This week I spent a lot of time automating my collection of data via a MITM with an Android Emulator. This lets me peek at the actual traffic and data leaving the device to try and figure out a few things:
Who is the app working with?
This is the primary question, to be able to figure out which companies and partners the app is working with for it’s data collection and user tracking. This will go towards building out the existing and ever expanding map of mobile adtech companies on AppGoblin.
What country is the user’s app data being sent to?
The next big question is where the data is being sent. While this remains to be seen how accurate or useful it is, it will none the less be an interesting way of tracking the data. Of course, an app like TikTok works with dozens of companies, some of which are Chinese, but it ultimately might not show that in the IP locations as large companies can easily have servers in the local countries where the data is first sent.
What data is actually being sent?
Including example payloads leaving a company’s SDK might be pretty interesting. I think I would first want to populate the device with some useful information (since Waydroid is not well known), so perhaps impersonate a Samsung device, in a specific city would be good.

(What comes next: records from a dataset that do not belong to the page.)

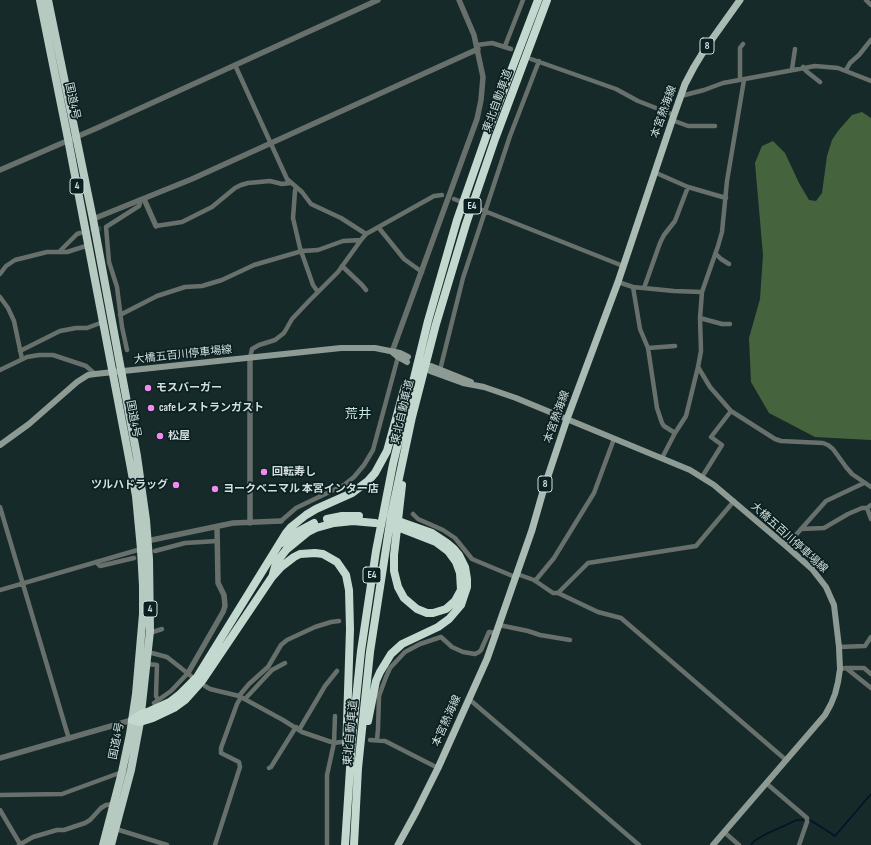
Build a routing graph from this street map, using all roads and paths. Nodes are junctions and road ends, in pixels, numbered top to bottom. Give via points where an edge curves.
1 (40, 0) edge
2 (48, 0) edge
3 (378, 0) edge
4 (459, 0) edge
5 (523, 0) edge
6 (538, 0) edge
7 (547, 0) edge
8 (740, 0) edge
9 (866, 0) edge
10 (871, 4) edge
11 (871, 40) edge
12 (743, 44) dead end
13 (505, 46) junction
14 (477, 47) junction
15 (511, 49) dead end
16 (795, 49) dead end
17 (531, 59) dead end
18 (539, 61) junction
19 (235, 65) junction
20 (803, 67) junction
21 (792, 70) junction
22 (846, 70) junction
23 (742, 80) junction
24 (871, 81) edge
25 (820, 82) dead end
26 (681, 96) junction
27 (673, 117) junction
28 (715, 126) dead end
29 (72, 138) junction
30 (270, 143) junction
31 (0, 170) edge
32 (654, 172) junction
33 (290, 183) junction
34 (296, 187) junction
35 (688, 187) junction
36 (442, 195) dead end
37 (726, 198) junction
38 (142, 200) junction
39 (477, 208) dead end
40 (485, 211) junction
41 (93, 219) junction
42 (156, 226) joint
43 (379, 228) junction
44 (80, 233) tunnel mouth
45 (366, 234) junction
46 (361, 240) junction
47 (89, 245) junction
48 (302, 251) junction
49 (59, 252) junction
50 (716, 254) junction
51 (729, 264) dead end
52 (342, 266) junction
53 (623, 266) junction
54 (422, 272) junction
55 (0, 274) edge
56 (618, 282) junction
57 (633, 287) junction
58 (644, 288) junction
59 (366, 290) dead end
60 (318, 292) junction
61 (702, 292) junction
62 (0, 297) edge
63 (120, 314) junction
64 (700, 318) junction
65 (428, 321) junction
66 (103, 322) junction
67 (730, 324) dead end
68 (675, 346) dead end
69 (648, 348) junction
70 (127, 350) dead end
71 (20, 351) junction
72 (392, 352) junction
73 (398, 357) junction
74 (250, 358) junction
75 (22, 359) junction
76 (698, 367) junction
77 (0, 370) edge
78 (440, 370) junction
79 (117, 372) junction
80 (95, 374) junction
81 (484, 387) junction
82 (730, 411) junction
83 (412, 417) junction
84 (567, 419) junction
85 (675, 433) junction
86 (614, 439) junction
87 (0, 445) edge
88 (662, 458) junction
89 (702, 477) junction
90 (864, 483) junction
91 (871, 487) edge
92 (734, 501) junction
93 (869, 507) edge
94 (0, 508) edge
95 (414, 514) dead end
96 (1, 515) edge
97 (871, 519) edge
98 (281, 521) joint
99 (250, 523) junction
100 (217, 527) junction
101 (801, 529) junction
102 (147, 541) junction
103 (217, 541) junction
104 (278, 546) junction
105 (786, 546) junction
106 (141, 549) junction
107 (155, 551) dead end
108 (134, 558) dead end
109 (96, 562) junction
110 (516, 575) junction
111 (272, 577) junction
112 (535, 581) junction
113 (23, 583) junction
114 (0, 590) edge
115 (558, 593) junction
116 (340, 620) dead end
117 (499, 625) junction
118 (162, 629) dead end
119 (150, 633) junction
120 (496, 633) junction
121 (871, 637) edge
122 (570, 640) dead end
123 (839, 647) junction
124 (148, 652) junction
125 (285, 663) dead end
126 (147, 664) junction
127 (843, 668) junction
128 (337, 671) dead end
129 (871, 674) edge
130 (189, 675) junction
131 (205, 686) dead end
132 (871, 688) edge
133 (242, 697) junction
134 (469, 699) junction
135 (141, 714) junction
136 (334, 716) dead end
137 (136, 721) junction
138 (298, 729) junction
139 (69, 738) junction
140 (370, 740) dead end
141 (377, 740) junction
142 (341, 742) dead end
143 (334, 743) junction
144 (0, 758) edge
145 (786, 760) junction
146 (269, 768) dead end
147 (438, 768) junction
148 (122, 772) junction
149 (766, 783) junction
150 (0, 795) edge
151 (114, 804) junction
152 (0, 810) edge
153 (116, 829) junction
154 (724, 832) junction
155 (346, 835) junction
156 (355, 835) junction
157 (20, 844) edge
158 (103, 845) edge
159 (112, 845) edge
160 (167, 845) edge
161 (216, 845) edge
162 (327, 845) edge
163 (345, 845) edge
164 (354, 845) edge
165 (398, 845) edge
166 (639, 845) edge
167 (713, 845) edge
168 (739, 845) edge
169 (800, 845) edge

1 - 29 highway, 国道4号 / 4
2 - 29 highway, 国道4号 / 4
3 - 19 street
4 - 14 street
5 - 13 street
6 - 65 highway, 東北自動車道 / E4 via 457,220
7 - 83 highway, 東北自動車道 / E4 via 466,224
8 - 26 main road, 本宮熱海線 / 8 via 698,60
9 - 10 street
11 - 22 street
12 - 23 street via 740,48
13 - 14 street via 492,43
13 - 15 street
14 - 30 street
14 - 54 street via 482,77 477,119
16 - 21 street
17 - 18 street
18 - 27 street via 616,89
18 - 40 street
19 - 29 street
19 - 30 street
20 - 21 street
20 - 22 street via 829,66
20 - 25 street
21 - 23 street
22 - 24 street
23 - 26 street
23 - 37 street
26 - 27 main road, 本宮熱海線 / 8
27 - 28 street via 688,126
27 - 32 main road, 本宮熱海線 / 8
29 - 31 street
29 - 41 highway, 国道4号 / 4
29 - 47 highway, 国道4号 / 4
30 - 33 street
30 - 38 street
32 - 35 street
32 - 53 main road, 本宮熱海線 / 8
33 - 34 street
33 - 42 street via 270,181 241,185 212,207 182,222
34 - 45 street via 311,204 341,218
34 - 48 street via 293,218
35 - 37 street
35 - 58 street via 675,221 660,242
36 - 43 street via 434,196
37 - 50 street via 722,232
38 - 41 street
38 - 42 street
38 - 63 street via 140,206 104,227 108,262 117,287
39 - 40 street
40 - 53 street
40 - 78 street via 463,278
41 - 79 highway, 国道4号 / 4
43 - 45 street
43 - 54 street via 404,259
44 - 49 street
45 - 46 street
46 - 48 street via 343,241 318,250
46 - 52 street
47 - 49 street
47 - 66 highway, 国道4号 / 4
48 - 60 street
48 - 63 street via 254,264 211,284 184,287 157,296
49 - 55 street via 46,252 15,260
50 - 51 street
50 - 61 street
52 - 59 street
52 - 60 street
53 - 56 main road, 本宮熱海線 / 8
54 - 72 street
56 - 57 street
56 - 84 main road, 本宮熱海線 / 8
57 - 58 street
57 - 69 street via 640,329
58 - 61 street
60 - 74 street via 292,319 284,333 275,340 252,349
61 - 64 street
62 - 71 street via 14,321
63 - 70 street
64 - 67 street
64 - 76 street via 701,351
65 - 104 highway via 408,375 387,451 375,473 352,493 306,515 291,527
65 - 155 highway, 東北自動車道 / E4 via 393,464 373,571 356,694
66 - 71 street via 87,328 60,331
66 - 79 highway, 国道4号 / 4
68 - 69 street
69 - 85 street via 657,408 664,426
71 - 75 street
72 - 73 main road, 大橋五百川停車場線
72 - 73 main road, 大橋五百川停車場線 via 400,353 407,359
72 - 74 main road, 大橋五百川停車場線 via 375,348 341,348
73 - 98 street via 373,450 364,465 344,485 296,508
74 - 79 main road, 大橋五百川停車場線
74 - 99 street
75 - 77 street
75 - 80 street via 53,355 86,366
76 - 82 street via 710,387
76 - 85 street via 686,416
78 - 81 main road, 大橋五百川停車場線
78 - 81 main road, 大橋五百川停車場線 via 430,369 463,383
79 - 80 main road, 大橋五百川停車場線
79 - 102 highway, 国道4号 / 4 via 137,456
79 - 106 highway, 国道4号 / 4 via 136,496
80 - 87 main road, 大橋五百川停車場線 via 77,382 29,424
81 - 84 main road, 大橋五百川停車場線
82 - 89 street via 711,437 722,445
82 - 90 street via 775,439 828,445 846,467
83 - 156 highway, 東北自動車道 / E4 via 391,516 370,652
83 - 156 highway via 396,530 394,571 401,593 412,606 427,613 446,609 456,601 460,590 460,573 448,551 436,542 400,525 432,533 448,543 459,555 465,567 467,587 461,605 449,619 402,644 391,654 380,672 369,712
84 - 86 main road, 大橋五百川停車場線
84 - 110 main road, 本宮熱海線 / 8
85 - 88 street
86 - 88 main road, 大橋五百川停車場線
86 - 112 street via 594,493 554,558
88 - 89 main road, 大橋五百川停車場線
89 - 92 main road, 大橋五百川停車場線
90 - 91 street
90 - 101 street via 826,501
92 - 105 main road, 大橋五百川停車場線
92 - 115 street via 696,546 588,563
93 - 97 street
93 - 101 street via 848,514 824,528
94 - 96 street
95 - 110 street via 418,519 444,530 455,538 472,559
96 - 113 street
98 - 99 street
99 - 100 street via 233,523
100 - 102 street
100 - 103 street
101 - 105 street
102 - 119 highway, 国道4号 / 4
103 - 107 street via 185,542
103 - 130 street via 218,583 224,595 225,606
104 - 111 highway via 305,527 323,520 342,516 375,520 334,523 308,532 286,550 276,563
104 - 135 highway via 197,677 170,702
105 - 123 main road, 大橋五百川停車場線 via 812,569 826,587 834,605
106 - 109 street
106 - 137 highway, 国道4号 / 4 via 142,631
108 - 109 street via 100,566
109 - 113 street
110 - 112 street
110 - 117 main road, 本宮熱海線 / 8
111 - 137 highway via 202,681 185,700 153,718
111 - 155 highway via 294,557 315,552 337,562 348,581 350,629
112 - 115 street via 552,593
113 - 114 street
113 - 139 street
115 - 145 street via 598,612 625,621
116 - 133 street via 320,625 286,640 268,667 249,684
117 - 120 main road, 本宮熱海線 / 8
117 - 122 street
118 - 119 street
119 - 124 highway, 国道4号 / 4
120 - 134 main road, 本宮熱海線 / 8
120 - 141 street via 489,632 481,650 475,654 452,647 441,637 405,652 390,668 379,696
121 - 123 street via 865,646
123 - 127 main road, 大橋五百川停車場線
124 - 126 highway, 国道4号 / 4
124 - 130 street via 166,657
125 - 133 street via 272,670
126 - 130 street via 157,664 156,701
126 - 135 highway, 国道4号 / 4
127 - 129 street via 864,668
127 - 132 street
127 - 145 main road, 大橋五百川停車場線 via 825,715
128 - 138 street
131 - 133 street
133 - 138 street
133 - 161 street via 221,748 221,753 239,762 240,767
134 - 147 main road, 本宮熱海線 / 8
134 - 166 street
135 - 137 highway
136 - 143 street
137 - 139 street
137 - 148 highway, 国道4号 / 4
137 - 153 highway, 国道4号 / 4 via 131,770
138 - 143 street
138 - 146 street
139 - 144 street
140 - 141 street
141 - 147 street via 385,741
142 - 143 street
143 - 162 street via 327,775
145 - 149 main road, 大橋五百川停車場線
147 - 165 main road, 本宮熱海線 / 8
148 - 150 street via 62,794
148 - 151 highway, 国道4号 / 4
149 - 154 main road, 大橋五百川停車場線
149 - 169 street via 807,818
151 - 157 street via 101,808 85,823 33,837
151 - 158 highway, 国道4号 / 4
152 - 157 street
153 - 159 highway, 国道4号 / 4
153 - 160 street
154 - 167 main road, 大橋五百川停車場線
154 - 168 street
155 - 163 highway, 東北自動車道 / E4
156 - 164 highway, 東北自動車道 / E4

Then on each companies main page on AppGoblin I could include a link to an example payload leaving the company.
Ads
While I would love to collect ads first and foremost, just a passion of mine, I feel like mapping these back to their actually advertiser is surprisingly hard. It would need to be API by API to reverse engineer where the Ad’s destination url is or find a way to click each ad and follow it to capture the data there.
Next steps
Well, I guess all these are already next steps, and this is just laying out my thoughts for what I want to work on for new marketing and research features to add to AppGoblin for 2025.